Smokers may develop a mutation for every 15 cigarettes smoked, according to new analysis of the genome of a tumor from a lung cancer patient. By comparing the patient’s normal genome sequence to the sequence of the tumor, scientists at the Wellcome Trust Sanger Institute, in London, found that the tumor cells had acquired more than 23,000 mutations, according to research published in Nature on Thursday.
Researchers at the, also sequenced the tumor of a patient with melanoma, which contained more than 30 000 mutations, many of which can be linked to exposure to ultraviolet light. They say the findings will shed light on how environmental factors trigger the genetic changes that ultimately lead to cancer.
“These are the two main cancers in the developed world for which we know the primary exposure,” explains Professor Mike Stratton, from the Cancer Genome Project at the Wellcome Trust Sanger Institute, in a statement from the Wellcome Trust. “For lung cancer, it is cigarette smoke and for malignant melanoma it is exposure to sunlight. With these genome sequences, we have been able to explore deep into the past of each tumour, uncovering with remarkable clarity the imprints of these environmental mutagens on DNA, which occurred years before the tumour became apparent. We can also see the desperate attempts of our genome to defend itself against the damage wreaked by the chemicals in cigarette smoke or the damage from ultraviolet radiation. Our cells fight back furiously to repair the damage, but frequently lose that fight.”

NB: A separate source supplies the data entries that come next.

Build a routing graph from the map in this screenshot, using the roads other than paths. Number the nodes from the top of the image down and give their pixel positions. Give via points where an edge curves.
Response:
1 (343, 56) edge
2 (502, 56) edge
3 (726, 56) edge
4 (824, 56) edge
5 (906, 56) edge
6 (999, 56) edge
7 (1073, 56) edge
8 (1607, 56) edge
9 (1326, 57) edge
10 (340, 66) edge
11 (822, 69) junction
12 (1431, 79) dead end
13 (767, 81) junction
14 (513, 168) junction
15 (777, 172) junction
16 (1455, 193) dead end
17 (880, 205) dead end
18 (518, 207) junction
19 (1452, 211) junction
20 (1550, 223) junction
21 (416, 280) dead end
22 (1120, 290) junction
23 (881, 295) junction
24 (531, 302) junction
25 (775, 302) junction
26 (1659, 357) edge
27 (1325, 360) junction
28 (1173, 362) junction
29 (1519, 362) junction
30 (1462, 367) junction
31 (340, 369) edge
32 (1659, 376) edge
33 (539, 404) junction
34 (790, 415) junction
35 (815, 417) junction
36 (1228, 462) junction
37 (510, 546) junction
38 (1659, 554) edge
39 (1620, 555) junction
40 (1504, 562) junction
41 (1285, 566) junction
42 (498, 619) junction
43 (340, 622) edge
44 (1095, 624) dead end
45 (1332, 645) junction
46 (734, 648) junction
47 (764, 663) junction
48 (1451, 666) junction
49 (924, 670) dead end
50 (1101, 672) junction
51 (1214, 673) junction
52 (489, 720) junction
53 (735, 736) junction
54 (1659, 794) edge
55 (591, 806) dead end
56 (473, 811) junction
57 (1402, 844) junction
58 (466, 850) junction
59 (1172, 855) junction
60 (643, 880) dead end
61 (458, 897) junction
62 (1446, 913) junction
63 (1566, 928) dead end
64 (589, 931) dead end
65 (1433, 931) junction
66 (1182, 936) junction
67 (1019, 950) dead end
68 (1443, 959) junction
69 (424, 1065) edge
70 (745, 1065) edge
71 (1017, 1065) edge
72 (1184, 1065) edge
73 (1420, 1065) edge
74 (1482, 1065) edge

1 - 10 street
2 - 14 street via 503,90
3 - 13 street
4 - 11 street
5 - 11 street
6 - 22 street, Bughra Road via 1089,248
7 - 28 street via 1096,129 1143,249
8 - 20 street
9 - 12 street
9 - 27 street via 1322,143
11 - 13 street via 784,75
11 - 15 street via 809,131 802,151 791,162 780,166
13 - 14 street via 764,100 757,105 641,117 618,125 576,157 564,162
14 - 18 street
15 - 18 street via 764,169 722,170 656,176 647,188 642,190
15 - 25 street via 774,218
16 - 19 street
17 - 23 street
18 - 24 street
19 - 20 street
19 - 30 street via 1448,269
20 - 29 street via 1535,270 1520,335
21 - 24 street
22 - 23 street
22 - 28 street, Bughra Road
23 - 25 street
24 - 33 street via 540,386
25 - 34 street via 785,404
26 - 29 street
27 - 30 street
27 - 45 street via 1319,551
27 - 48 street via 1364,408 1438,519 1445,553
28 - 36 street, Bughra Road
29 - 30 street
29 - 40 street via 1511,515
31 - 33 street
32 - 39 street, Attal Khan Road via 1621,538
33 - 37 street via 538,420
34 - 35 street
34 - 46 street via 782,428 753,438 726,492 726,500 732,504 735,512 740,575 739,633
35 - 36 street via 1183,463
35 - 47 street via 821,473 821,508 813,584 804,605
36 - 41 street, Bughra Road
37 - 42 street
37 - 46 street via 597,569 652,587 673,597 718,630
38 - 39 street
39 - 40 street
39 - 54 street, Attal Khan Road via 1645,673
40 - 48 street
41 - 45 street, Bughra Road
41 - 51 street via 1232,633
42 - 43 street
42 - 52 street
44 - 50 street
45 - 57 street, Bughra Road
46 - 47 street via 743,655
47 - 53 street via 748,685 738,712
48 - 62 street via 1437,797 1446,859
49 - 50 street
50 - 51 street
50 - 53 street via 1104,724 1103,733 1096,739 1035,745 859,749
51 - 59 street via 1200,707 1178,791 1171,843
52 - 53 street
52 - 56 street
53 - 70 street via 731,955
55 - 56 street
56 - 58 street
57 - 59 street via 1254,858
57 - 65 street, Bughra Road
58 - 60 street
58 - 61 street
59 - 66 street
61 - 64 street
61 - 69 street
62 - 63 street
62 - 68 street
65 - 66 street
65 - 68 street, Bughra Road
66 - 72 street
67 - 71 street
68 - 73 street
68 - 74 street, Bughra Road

According to a release from UT Southwestern Medical Center.
When the researchers analyzed the 23,000 mutations, they found distinctive patterns associated with the cocktail of carcinogens present in cigarette smoke. The DNA sequence of the cancer cells also revealed that the cells had attempted to repair their smoke-damaged DNA using two mechanisms, but the cells were only partially successful.
“By applying the same approach to other cancers not associated with cigarette smoking, including the very large group of people who develop lung cancer but have never smoked, it may be possible to discern which carcinogens play a role in those other cancers as well,” said [Dr. Adi Gazdar, a professor of pathology in the Hamon Center at UT Southwestern, who provided the lung cancer cells and normal cells for the research.]
According to an article in the London Times,
“It’s like doing an archaeological excavation,” said Professor Mike Stratton, of the Cancer Genome Project at the Sanger Institute. “We can see traces and imprints of all these processes that have been operating for decades before the cancer became symptomatic. This will be fundamental to understanding the causes of cancers and how we treat and prevent them.”
The next challenge for scientists is to determine which of these thousands of mutations are harmless “passengers”, and which are the critical drivers of the disease. This will involve sequencing DNA from hundreds more tumours to identify mutations that occur again and again.
When such driver mutations are found, they will immediately become attractive targets for the development of new drugs that can shut them down, without harming healthy tissue and causing the distressing side-effects of present chemotherapy and radiotherapy.
To map the mutations, the scientists sequenced the genetic code of tumour cells and healthy cells from the same patients, then compared them to find DNA changes that were present only in the cancerous tissue.
This approach was made possible by new technology that has significantly increased the speed of genome sequencing while reducing its cost. Each pair of genomes took several months to read, at a cost of about £60,000. Similar studies are now taking about six weeks and costing half as much, Professor Stratton said, and capacity is improving all the time.
As the costs fall, it will become practical to sequence every cancer patient’s tumour before he or she is treated, so that doctors can use the results to choose the best therapeutic strategy.